Destruction of river ecology by agriculture

The Angling Trust has released a 3‑minute video to highlight the impacts of agriculture on the ecology of rivers, in particular on fish and the invertebrates on which they feed. The video has been released to coincide with publication of a major investigation into the problem of agricultural pollution by the Bureau for Investigative Journalism, published in The Guardian.

The Environment Agency’s 2016 report on pollution incidents can be viewed here.

The top reasons for water courses failing to achieve Good Ecological Status as required by the EU Water Framework Directive can be viewed here

Agricultural practices pollute rivers by causing excessive water to run off the surface of the land into brooks, streams and rivers, taking with it soil, pesticides, fertilisers and slurry. This kills fish, invertebrates and plant life – reducing fish populations for anglers to target and consequently destroying the economic benefits that angling brings to rural areas in particular. Furthermore, agricultural pollution leads to pollution of public water supplies, higher bills for water customers and council tax-payers, flooding of homes and businesses, damage to the shellfish industry and even road traffic accidents from increased mud and debris on rural roads.

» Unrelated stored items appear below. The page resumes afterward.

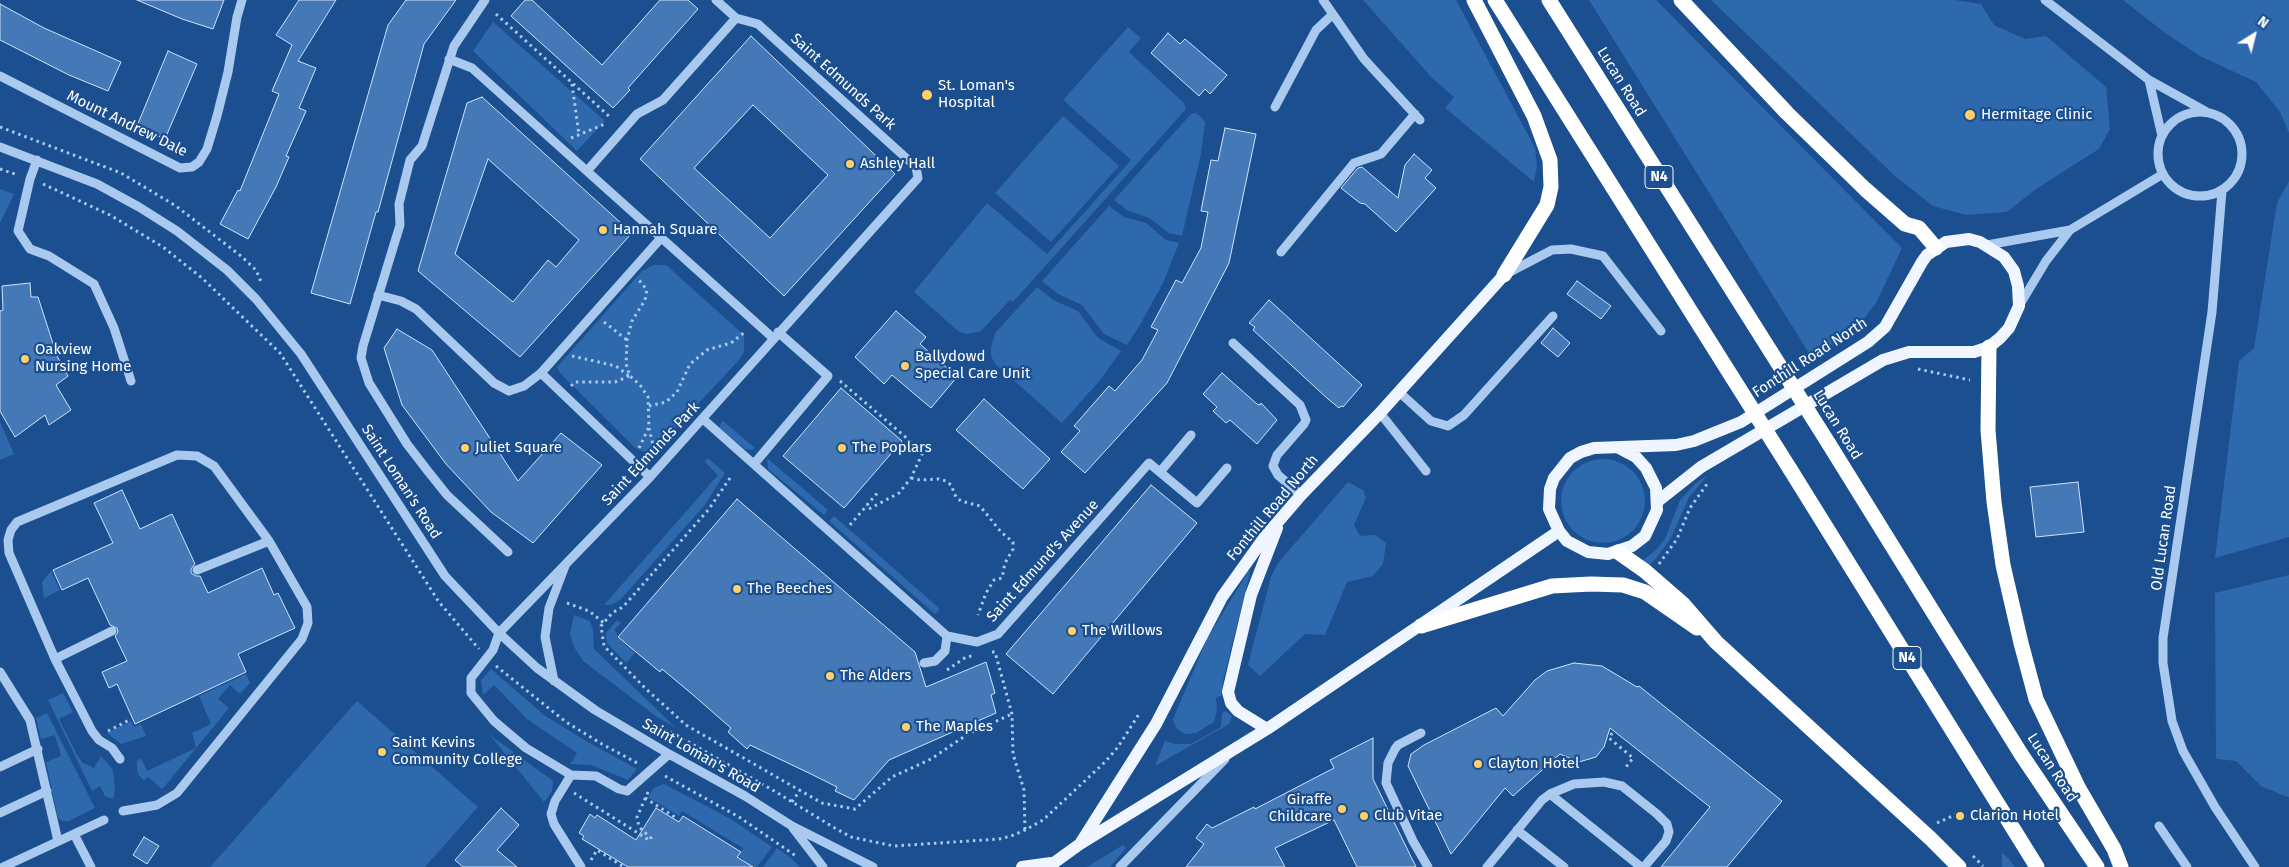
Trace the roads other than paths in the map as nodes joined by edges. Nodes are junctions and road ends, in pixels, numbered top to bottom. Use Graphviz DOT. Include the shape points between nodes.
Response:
graph roads {
  1 [pos="242,0"];
  2 [pos="485,0"];
  3 [pos="716,0"];
  4 [pos="1323,0"];
  5 [pos="1474,0"];
  6 [pos="1495,0"];
  7 [pos="1549,0"];
  8 [pos="1681,0"];
  9 [pos="2045,0"];
  10 [pos="1332,14"];
  11 [pos="736,18"];
  12 [pos="449,59"];
  13 [pos="0,76"];
  14 [pos="2149,80"];
  15 [pos="1275,107"];
  16 [pos="2207,113"];
  17 [pos="2162,136"];
  18 [pos="0,147"];
  19 [pos="37,160"];
  20 [pos="586,171"];
  21 [pos="2163,174"];
  22 [pos="2222,191"];
  23 [pos="2070,230"];
  24 [pos="660,238"];
  25 [pos="1987,245"];
  26 [pos="1936,248"];
  27 [pos="1281,252"];
  28 [pos="1504,275"];
  29 [pos="378,295"];
  30 [pos="2019,306"];
  31 [pos="1553,316"];
  32 [pos="1661,331"];
  33 [pos="776,335"];
  34 [pos="1233,343"];
  35 [pos="1989,347"];
  36 [pos="541,373"];
  37 [pos="131,381"];
  38 [pos="1399,392"];
  39 [pos="1380,413"];
  40 [pos="703,419"];
  41 [pos="1191,435"];
  42 [pos="1619,448"];
  43 [pos="754,464"];
  44 [pos="1227,468"];
  45 [pos="1426,471"];
  46 [pos="1160,472"];
  47 [pos="650,478"];
  48 [pos="1301,495"];
  49 [pos="1658,500"];
  50 [pos="1282,517"];
  51 [pos="1558,531"];
  52 [pos="269,541"];
  53 [pos="508,552"];
  54 [pos="1618,552"];
  55 [pos="566,563"];
  56 [pos="197,570"];
  57 [pos="1421,626"];
  58 [pos="112,631"];
  59 [pos="499,633"];
  60 [pos="948,636"];
  61 [pos="1716,642"];
  62 [pos="55,659"];
  63 [pos="924,663"];
  64 [pos="0,672"];
  65 [pos="554,681"];
  66 [pos="1267,729"];
  67 [pos="1421,733"];
  68 [pos="38,748"];
  69 [pos="1235,748"];
  70 [pos="669,754"];
  71 [pos="120,759"];
  72 [pos="0,767"];
  73 [pos="571,775"];
  74 [pos="47,791"];
  75 [pos="1550,794"];
  76 [pos="123,811"];
  77 [pos="0,813"];
  78 [pos="104,820"];
  79 [pos="792,826"];
  80 [pos="2159,826"];
  81 [pos="1518,830"];
  82 [pos="74,834"];
  83 [pos="58,841"];
  84 [pos="1080,844"];
  85 [pos="1050,865"];
  86 [pos="3,867"];
  87 [pos="91,867"];
  88 [pos="582,867"];
  89 [pos="823,867"];
  90 [pos="873,867"];
  91 [pos="1022,867"];
  92 [pos="1120,867"];
  93 [pos="1428,867"];
  94 [pos="1488,867"];
  95 [pos="1564,867"];
  96 [pos="1643,867"];
  97 [pos="1959,867"];
  98 [pos="2037,867"];
  99 [pos="2098,867"];
  100 [pos="2121,867"];
  101 [pos="2187,867"];
  102 [pos="2255,867"];
  1 -- 13 [label="street, Mount Andrew Dale" via="217,116 206,149 192,168 180,168"];
  2 -- 12 [label="street" via="460,35"];
  3 -- 11 [label="street"];
  4 -- 10 [label="street"];
  5 -- 28 [label="highway" via="1534,116 1550,160 1551,187 1547,205"];
  6 -- 98 [label="highway, N4, bridge"];
  7 -- 99 [label="highway, Lucan Road / N4, bridge" via="2022,754"];
  8 -- 26 [label="highway" via="1787,113 1865,189 1905,224 1919,228"];
  9 -- 14 [label="street"];
  10 -- 15 [label="street" via="1316,30"];
  10 -- 27 [label="street" via="1364,59 1418,117 1381,154 1354,163"];
  11 -- 20 [label="street" via="663,100 637,114"];
  11 -- 33 [label="street, Saint Edmunds Park" via="758,24 916,167 918,178"];
  12 -- 20 [label="street" via="472,68"];
  12 -- 29 [label="street" via="422,146 410,160 398,204 400,224"];
  14 -- 16 [label="street"];
  14 -- 17 [label="street"];
  16 -- 17 [label="street" via="2179,118"];
  16 -- 22 [label="street" via="2233,127 2240,140 2240,168"];
  17 -- 21 [label="street" via="2158,149"];
  18 -- 19 [label="street, Saint Loman's Road"];
  19 -- 37 [label="street" via="18,230 30,249 49,256 94,284 114,328"];
  19 -- 59 [label="street, Saint Loman's Road" via="97,184 139,207 177,231 227,270 256,298 321,383 445,576"];
  20 -- 24 [label="street"];
  21 -- 22 [label="street" via="2171,185 2195,196 2209,196"];
  21 -- 23 [label="street"];
  22 -- 102 [label="street, Old Lucan Road" via="2212,312 2163,638 2164,662 2172,721 2182,751"];
  23 -- 25 [label="street"];
  23 -- 30 [label="street" via="2046,260"];
  24 -- 33 [label="street" via="754,322"];
  24 -- 36 [label="street"];
  25 -- 26 [label="main road, Fonthill Road North" via="1969,239 1946,242"];
  25 -- 30 [label="main road, Fonthill Road North" via="2004,257 2014,271"];
  26 -- 42 [label="main road, Fonthill Road North" via="1917,268 1885,328 1829,368 1726,429 1676,445"];
  28 -- 32 [label="street" via="1552,250 1571,249 1603,256"];
  28 -- 38 [label="main road, Fonthill Road North"];
  29 -- 36 [label="street" via="416,309 494,383 509,391 524,386"];
  29 -- 53 [label="street" via="361,358 369,383 407,444 447,495"];
  30 -- 35 [label="main road" via="2009,328"];
  31 -- 38 [label="street" via="1464,415 1448,426 1431,421"];
  33 -- 40 [label="street, Saint Edmunds Park"];
  33 -- 43 [label="street" via="828,376"];
  34 -- 48 [label="street" via="1300,405 1306,420 1277,455 1273,466 1278,475"];
  35 -- 49 [label="main road" via="1974,352 1909,352 1883,360 1701,467"];
  35 -- 100 [label="highway" via="1988,430 1994,502 2003,565 2021,643 2036,699"];
  36 -- 47 [label="street"];
  38 -- 39 [label="main road, Fonthill Road North"];
  39 -- 45 [label="street"];
  39 -- 48 [label="main road, Fonthill Road North"];
  40 -- 43 [label="street, Saint Edmund's Avenue"];
  40 -- 47 [label="street, Saint Edmunds Park"];
  41 -- 46 [label="street"];
  42 -- 49 [label="main road" via="1636,457 1646,468"];
  42 -- 51 [label="main road, Fonthill Road North" via="1594,448 1581,452 1560,467 1549,499 1552,520"];
  43 -- 60 [label="street, Saint Edmund's Avenue"];
  44 -- 46 [label="street" via="1197,503"];
  46 -- 60 [label="street, Saint Edmund's Avenue" via="1149,463 998,634 977,642"];
  47 -- 55 [label="street, Saint Edmunds Park"];
  48 -- 50 [label="main road, Fonthill Road North"];
  49 -- 54 [label="main road" via="1645,536"];
  50 -- 66 [label="main road" via="1251,595 1228,692 1238,711"];
  50 -- 84 [label="main road, Fonthill Road North" via="1222,597 1156,724"];
  51 -- 54 [label="main road" via="1567,541 1588,552"];
  51 -- 57 [label="main road, Fonthill Road North"];
  52 -- 56 [label="street"];
  52 -- 62 [label="street" via="214,466 197,456 187,455 176,455 17,522 8,540 9,553"];
  52 -- 76 [label="street" via="307,606 306,631 177,793 157,805"];
  54 -- 61 [label="highway" via="1683,604"];
  55 -- 59 [label="street, Saint Edmunds Park"];
  55 -- 65 [label="street, Saint Edmunds Park" via="549,608 545,637"];
  57 -- 61 [label="highway" via="1552,586 1623,585 1656,598"];
  57 -- 66 [label="main road, Fonthill Road North"];
  58 -- 62 [label="street"];
  59 -- 65 [label="street, Saint Loman's Road"];
  59 -- 73 [label="street, Saint Edmunds Park" via="493,650 470,678 471,693 485,712 515,739"];
  60 -- 63 [label="street" via="945,651 935,661"];
  61 -- 97 [label="highway"];
  62 -- 71 [label="street" via="96,737 112,748"];
  64 -- 68 [label="street" via="30,720"];
  65 -- 70 [label="street, Saint Loman's Road"];
  66 -- 69 [label="main road, Fonthill Road North"];
  67 -- 93 [label="street" via="1398,745 1388,763 1386,783"];
  68 -- 72 [label="street"];
  68 -- 74 [label="street"];
  69 -- 84 [label="main road, Fonthill Road North"];
  69 -- 92 [label="street"];
  70 -- 73 [label="street" via="627,791 596,776"];
  70 -- 79 [label="street, Saint Loman's Road"];
  73 -- 88 [label="street" via="551,814"];
  74 -- 77 [label="street"];
  74 -- 83 [label="street"];
  75 -- 81 [label="street"];
  75 -- 96 [label="street"];
  75 -- 96 [label="street" via="1574,784 1604,782 1622,786 1663,820 1669,832 1666,841"];
  78 -- 82 [label="street"];
  79 -- 89 [label="street, Saint Loman's Road"];
  79 -- 90 [label="street, Saint Loman's Road"];
  80 -- 101 [label="street"];
  81 -- 94 [label="street"];
  81 -- 95 [label="street"];
  82 -- 83 [label="street"];
  82 -- 87 [label="street"];
  83 -- 86 [label="street"];
  84 -- 85 [label="main road, Fonthill Road North"];
  85 -- 91 [label="main road, Fonthill Road North"];
}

Most agricultural pollution incidents are minor, but when there are thousands of them they add up to the progressive death of rivers, lakes and ponds by a thousand cuts. Half of all freshwater species are in decline and 13% are threatened with extinction. Fewer than 1 in 6 water bodies in England and Wales achieve Good Ecological Status required by the EU Water Framework Directive and the principal reason for this, other than the physical modification of rivers, is diffuse rural pollution, which largely arises from agriculture, according to Environment Agency data. In many areas, the problems have grown significantly worse over the past decade as a result of the vast expansion of maize production to feed anaerobic digesters, the intensification of dairy farming and the rapid growth in poultry farms.

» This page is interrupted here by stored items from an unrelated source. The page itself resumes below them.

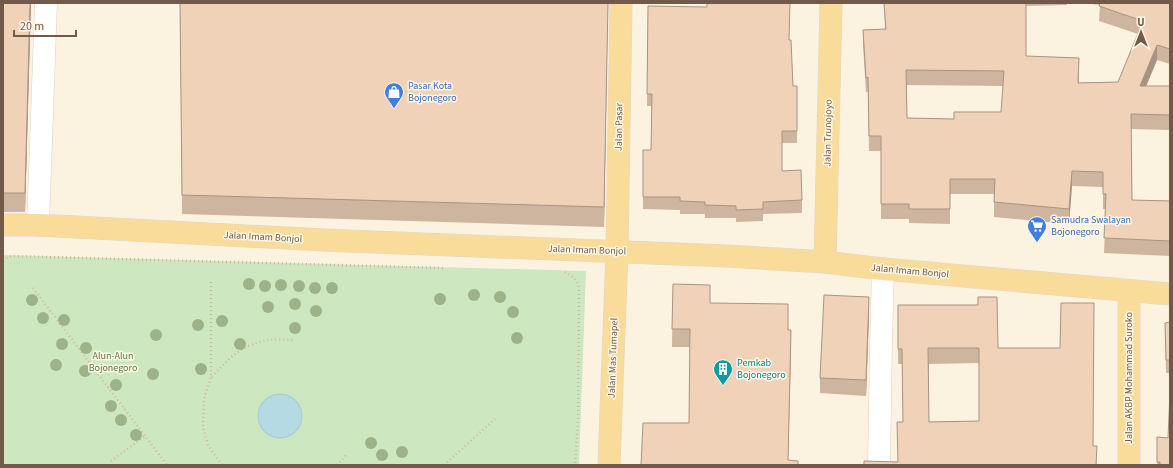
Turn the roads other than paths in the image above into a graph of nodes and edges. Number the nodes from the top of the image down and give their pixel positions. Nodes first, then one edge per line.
1 (46, 3) edge
2 (621, 3) edge
3 (831, 3) edge
4 (3, 225) edge
5 (38, 225) junction
6 (617, 251) junction
7 (825, 262) junction
8 (883, 269) junction
9 (1129, 290) junction
10 (1170, 294) edge
11 (609, 465) edge
12 (879, 465) edge
13 (1129, 465) edge

1 - 5 lane
2 - 6 main road, Jalan Pasar
3 - 7 main road, Jalan Trunojoyo
4 - 5 main road, Jalan Imam Bonjol
5 - 6 main road, Jalan Imam Bonjol
6 - 7 main road, Jalan Imam Bonjol
6 - 11 main road, Jalan Mas Tumapel
7 - 8 main road, Jalan Imam Bonjol
8 - 9 main road, Jalan Imam Bonjol
8 - 12 lane
9 - 10 main road, Jalan Imam Bonjol
9 - 13 main road, Jalan AKBP Mohammad Suroko

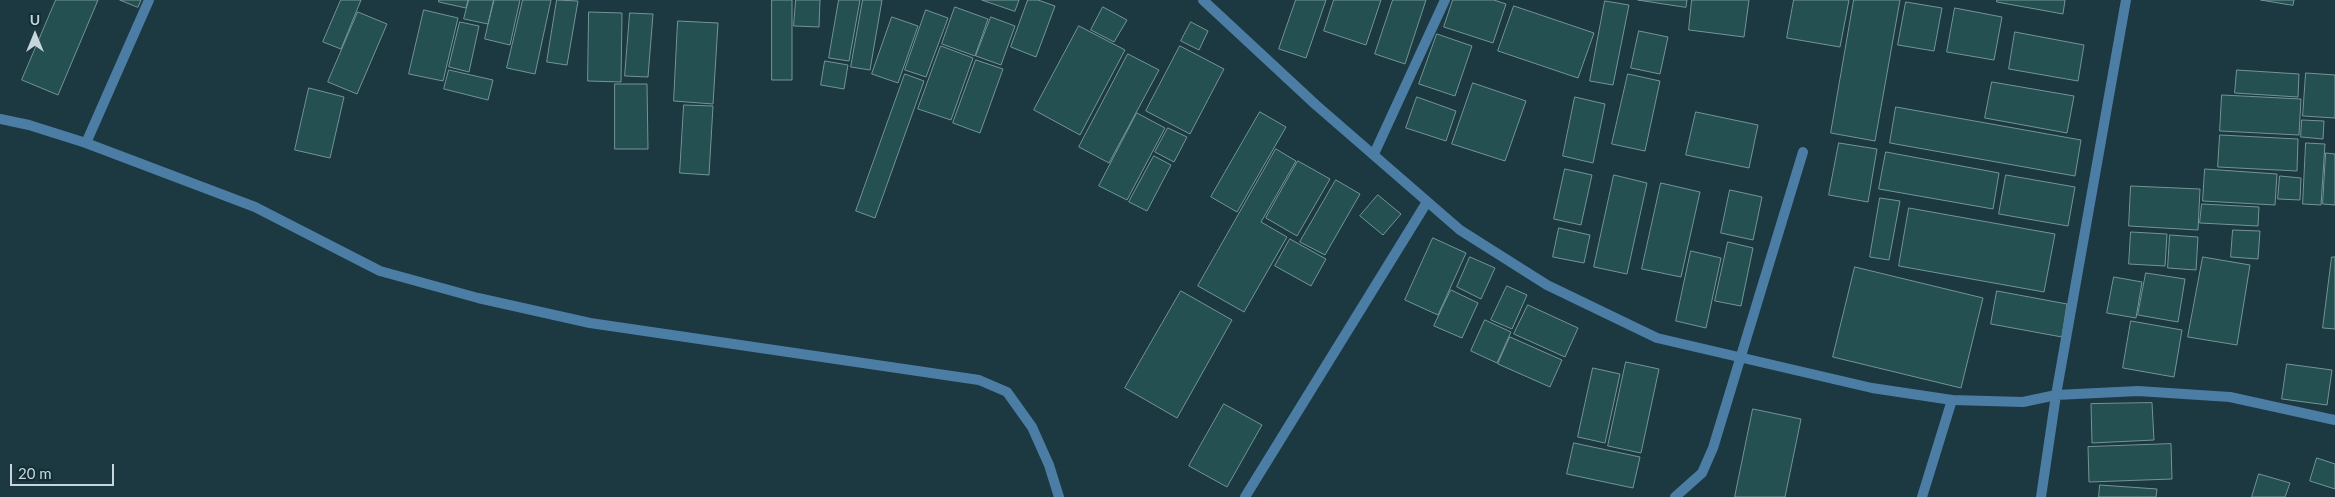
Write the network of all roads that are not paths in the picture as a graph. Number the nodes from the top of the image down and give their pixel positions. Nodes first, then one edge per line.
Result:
1 (149, 0) edge
2 (1203, 0) edge
3 (1444, 0) edge
4 (2126, 0) edge
5 (0, 118) edge
6 (86, 143) junction
7 (1802, 152) dead end
8 (1374, 154) junction
9 (1427, 202) junction
10 (1741, 357) junction
11 (2056, 395) junction
12 (1952, 400) junction
13 (2335, 420) edge
14 (1059, 497) edge
15 (1245, 497) edge
16 (1674, 497) edge
17 (1922, 497) edge
18 (2041, 497) edge

1 - 6 street
2 - 8 street
3 - 8 street
4 - 11 street
5 - 6 street
6 - 14 street
7 - 10 street
8 - 9 street
9 - 10 street
9 - 15 street
10 - 12 street
10 - 16 street
11 - 12 street
11 - 13 street
11 - 18 street
12 - 17 street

Agriculture is also now responsible for the largest number of the most serious (category 1) pollutions of any sector, above sewage and industry. These are catastrophic for river ecology and angling because they cause significant fish kills, which can have an impact on stocks for decades.

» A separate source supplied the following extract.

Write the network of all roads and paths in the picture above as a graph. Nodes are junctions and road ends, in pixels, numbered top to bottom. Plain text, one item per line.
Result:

The video has been produced as part of the Angling Trust’s Save Our Salmon campaign, which is supported by readers of Trout & Salmon magazine and the Esmée Fairbairn Foundation, a leading charitable trust. Agricultural pollution has been a key reason for the decline of Atlantic salmon stocks in England and Wales. In fact, only this year thousands of adult and juvenile salmon have been killed in slurry pollution incidents in Wales alone.

The Angling Trust has in recent years worked with WWF-UK to take legal action against the government for failing to tackle diffuse pollution of protected water bodies. This legal action resulted in a court order requiring the Environment Agency to consider implementing Water Protection Zones where voluntary measures have failed to deliver water quality improvements required by international law.

Mark Lloyd, Chief Executive of the Angling Trust & Fish Legal said: Government figures demonstrate that there is an endemic problem with pollution from agriculture in England and Wales. The regulatory system is currently failing. The issue seems to be partly the responsibility of lots of different agencies and authorities and government policy has driven light touch regulation for too long. Billions of pounds of taxpayers’ money are spent on subsidising an industry which causes higher water bills, more flooding and a decline in wildlife. There are of course many responsible farmers who manage their land well; they are increasingly frustrated to see so many of their neighbours cutting corners and causing damage to the environment which costs everyone in society dearly. Action is needed to save our rivers now – fish stocks cannot wait until the post-Brexit arrangements for agricultural subsidies are finalised to stop being poisoned and suffocated.”